Pre-mortems fail in predictable ways. Knowing the failure modes helps you avoid them:

The HIPPO effect. The highest-paid person in the room (HIPPO) speaks first, and everyone else adjusts their views to match. Solution: enforce the silent writing phase. No sharing until every participant has written.

The "we already thought of that" deflection. An engineer raises a risk and the lead says "yeah, we have a plan for that." This shuts down exploration. The facilitator's response: "Great — write the plan in the risk register now, so we can verify it." Known risks still need explicit mitigations documented.

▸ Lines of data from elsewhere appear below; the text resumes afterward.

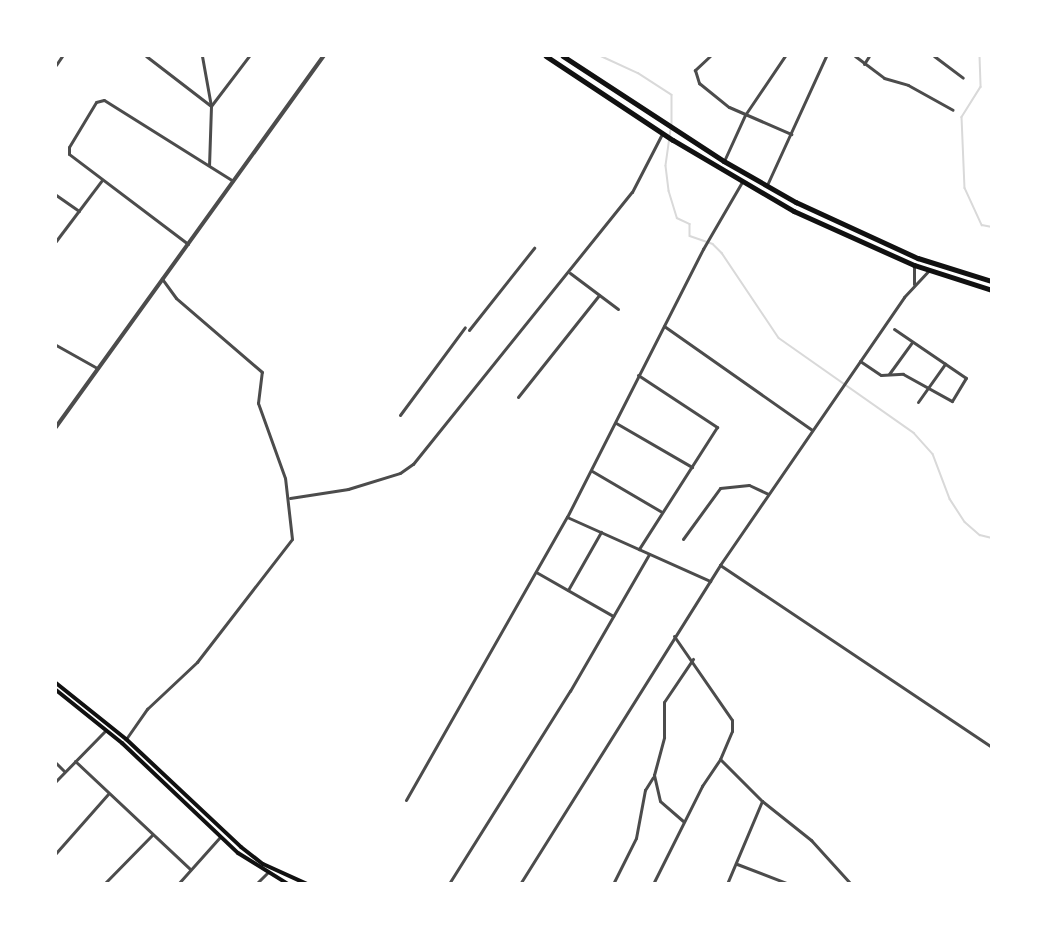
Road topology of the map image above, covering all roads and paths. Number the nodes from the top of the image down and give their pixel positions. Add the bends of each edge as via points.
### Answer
1 (61, 56) edge
2 (146, 56) edge
3 (202, 56) edge
4 (249, 56) edge
5 (324, 56) edge
6 (546, 56) edge
7 (563, 56) edge
8 (710, 56) edge
9 (785, 56) edge
10 (826, 56) edge
11 (855, 56) edge
12 (869, 56) edge
13 (934, 56) edge
14 (864, 64) junction
15 (56, 65) edge
16 (963, 78) dead end
17 (211, 106) junction
18 (953, 110) dead end
19 (745, 115) junction
20 (664, 134) junction
21 (790, 134) junction
22 (724, 161) junction
23 (209, 165) junction
24 (102, 180) junction
25 (233, 181) junction
26 (742, 182) junction
27 (766, 186) junction
28 (56, 195) edge
29 (79, 212) junction
30 (56, 241) edge
31 (188, 244) junction
32 (534, 248) dead end
33 (914, 266) junction
34 (929, 270) junction
35 (570, 273) junction
36 (162, 279) junction
37 (992, 281) edge
38 (914, 284) junction
39 (992, 290) edge
40 (599, 295) junction
41 (618, 309) dead end
42 (664, 326) junction
43 (894, 329) dead end
44 (912, 342) junction
45 (56, 345) edge
46 (860, 361) junction
47 (945, 364) junction
48 (97, 368) junction
49 (638, 375) junction
50 (888, 376) junction
51 (928, 388) junction
52 (518, 397) dead end
53 (918, 402) dead end
54 (400, 415) dead end
55 (615, 423) junction
56 (56, 427) edge
57 (812, 430) junction
58 (692, 467) junction
59 (592, 471) junction
60 (768, 494) junction
61 (290, 498) junction
62 (662, 512) junction
63 (567, 518) junction
64 (601, 532) junction
65 (683, 539) dead end
66 (639, 549) junction
67 (649, 554) junction
68 (720, 565) junction
69 (536, 572) junction
70 (710, 581) junction
71 (568, 590) junction
72 (613, 616) junction
73 (674, 636) junction
74 (693, 659) junction
75 (56, 682) edge
76 (56, 690) edge
77 (106, 730) junction
78 (126, 739) junction
79 (992, 747) edge
80 (720, 759) junction
81 (75, 761) junction
82 (56, 762) edge
83 (64, 771) junction
84 (654, 776) junction
85 (56, 781) edge
86 (108, 794) junction
87 (406, 800) dead end
88 (762, 801) junction
89 (683, 821) junction
90 (152, 835) junction
91 (220, 837) junction
92 (56, 853) edge
93 (737, 864) junction
94 (190, 869) junction
95 (267, 873) junction
96 (450, 882) dead end
97 (104, 884) edge
98 (178, 884) edge
99 (256, 884) edge
100 (288, 884) edge
101 (307, 884) edge
102 (520, 884) edge
103 (613, 884) edge
104 (653, 884) edge
105 (727, 884) edge
106 (789, 884) edge
107 (851, 884) edge

1 - 15 street
2 - 17 street
3 - 17 street
4 - 17 street
5 - 25 street
6 - 20 main road
7 - 22 main road
8 - 19 street via 699,64 695,76 718,98
9 - 19 street
10 - 21 street
11 - 14 street
12 - 14 street
13 - 16 street
14 - 18 street via 884,78 909,85
17 - 23 street
19 - 21 street
19 - 22 street
20 - 26 main road
20 - 35 street via 641,180
21 - 27 street
22 - 27 main road
23 - 24 street via 100,99 68,152
23 - 25 street
24 - 29 street
24 - 31 street
25 - 31 street
26 - 33 main road via 812,220
26 - 42 street
27 - 37 main road via 889,245
28 - 29 street
29 - 30 street
31 - 36 street
32 - 54 street
33 - 34 main road
33 - 38 street
34 - 38 street
34 - 39 main road
35 - 40 street
35 - 61 street via 407,469 348,489
36 - 48 street
36 - 61 street via 176,298 261,369 263,381 258,403 275,443
38 - 46 street
40 - 41 street
40 - 52 street
42 - 49 street
42 - 57 street
43 - 44 street
44 - 47 street
44 - 50 street
45 - 48 street
46 - 50 street
46 - 57 street
47 - 51 street
47 - 51 street via 966,379 953,400
48 - 56 street
49 - 55 street
49 - 58 street via 717,424
50 - 51 street via 901,373
51 - 53 street
55 - 58 street
55 - 59 street
57 - 60 street
58 - 62 street
59 - 62 street
59 - 63 street
60 - 65 street via 749,485 725,486 715,493
60 - 68 street
61 - 78 street via 291,544 197,662 147,709
62 - 66 street
63 - 64 street
63 - 69 street
64 - 66 street
64 - 71 street
66 - 67 street
67 - 70 street
67 - 72 street
68 - 70 street
68 - 79 street
69 - 71 street
69 - 87 street
70 - 73 street
71 - 72 street
72 - 96 street
73 - 74 street
73 - 102 street
74 - 80 street via 732,720 732,731
74 - 84 street via 664,702 664,737
75 - 78 main road
76 - 77 main road
77 - 81 street
77 - 91 main road
78 - 101 main road via 241,847 273,869
80 - 88 street
80 - 89 street
81 - 83 street
81 - 86 street
82 - 83 street
83 - 85 street
84 - 89 street via 660,801
84 - 103 street via 645,790 636,838
86 - 90 street
86 - 92 street
88 - 93 street
88 - 107 street via 811,840
89 - 104 street
90 - 94 street
90 - 97 street
91 - 94 street
91 - 95 main road
93 - 105 street
93 - 106 street
94 - 98 street
95 - 99 street
95 - 100 main road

The "too late to change anything" session. A pre-mortem run the day before launch is not a risk management exercise — it is a blame-distribution exercise. If you cannot act on what you find, do not run it. Run it when you still have two weeks.

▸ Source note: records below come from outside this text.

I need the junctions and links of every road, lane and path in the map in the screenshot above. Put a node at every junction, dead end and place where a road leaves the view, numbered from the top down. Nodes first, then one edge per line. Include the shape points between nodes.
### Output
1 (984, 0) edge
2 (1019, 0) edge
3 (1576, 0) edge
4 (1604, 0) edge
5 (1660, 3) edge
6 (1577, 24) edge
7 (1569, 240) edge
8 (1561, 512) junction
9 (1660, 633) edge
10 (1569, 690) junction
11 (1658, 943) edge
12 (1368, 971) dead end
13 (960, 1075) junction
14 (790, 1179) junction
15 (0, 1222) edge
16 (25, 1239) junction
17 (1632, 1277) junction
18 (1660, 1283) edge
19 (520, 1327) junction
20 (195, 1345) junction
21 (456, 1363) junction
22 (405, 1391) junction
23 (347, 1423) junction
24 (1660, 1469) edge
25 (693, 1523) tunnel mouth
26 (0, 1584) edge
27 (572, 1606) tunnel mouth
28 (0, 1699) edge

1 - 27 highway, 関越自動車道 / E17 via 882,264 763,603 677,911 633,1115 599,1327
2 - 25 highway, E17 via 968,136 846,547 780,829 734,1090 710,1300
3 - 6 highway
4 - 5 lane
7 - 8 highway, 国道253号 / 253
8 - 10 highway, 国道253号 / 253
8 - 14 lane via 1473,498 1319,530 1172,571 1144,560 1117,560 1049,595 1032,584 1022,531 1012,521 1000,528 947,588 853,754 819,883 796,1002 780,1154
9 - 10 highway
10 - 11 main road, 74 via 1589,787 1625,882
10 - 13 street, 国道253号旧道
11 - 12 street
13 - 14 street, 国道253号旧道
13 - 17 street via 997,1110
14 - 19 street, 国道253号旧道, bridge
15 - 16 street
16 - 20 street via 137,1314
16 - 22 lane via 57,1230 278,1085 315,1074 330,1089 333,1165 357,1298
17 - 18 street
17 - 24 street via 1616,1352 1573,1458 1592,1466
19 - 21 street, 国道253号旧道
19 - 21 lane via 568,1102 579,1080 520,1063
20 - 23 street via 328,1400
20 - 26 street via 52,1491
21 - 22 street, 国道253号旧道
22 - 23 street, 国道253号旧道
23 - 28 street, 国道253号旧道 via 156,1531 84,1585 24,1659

The polite pre-mortem. If everyone's scenarios are anodyne (network issues, third-party API downtime), the session has failed. Use the "known unknown" prompt to break the politeness ceiling. If you get only surface-level risks in the silent writing phase, give five more minutes and explicitly ask for the risks that people have not said in public yet.

Key Takeaways

  • Pre-mortems surface 30% more failure causes than standard risk reviews because retrospective framing removes the social cost of "being too negative."
  • Enforce silent individual writing before any group sharing — anchoring from early speakers is the single biggest threat to an honest session.
  • Use structured prompts ("known unknowns," "2 AM on-call," "customer support ticket titles") to break through the polite surface of standard risk discussions.
  • Every mitigation requires a named owner and a deadline; ownerless mitigations are aspirations and will not ship before launch.
  • Treat pre-mortem mitigations as launch blockers for Critical and High risks — add them to the launch checklist and refuse to approve launch until they are closed.
  • Run a post-launch retrospective at two weeks to close the feedback loop: which risks materialized, which mitigations worked, and what the next pre-mortem template should include.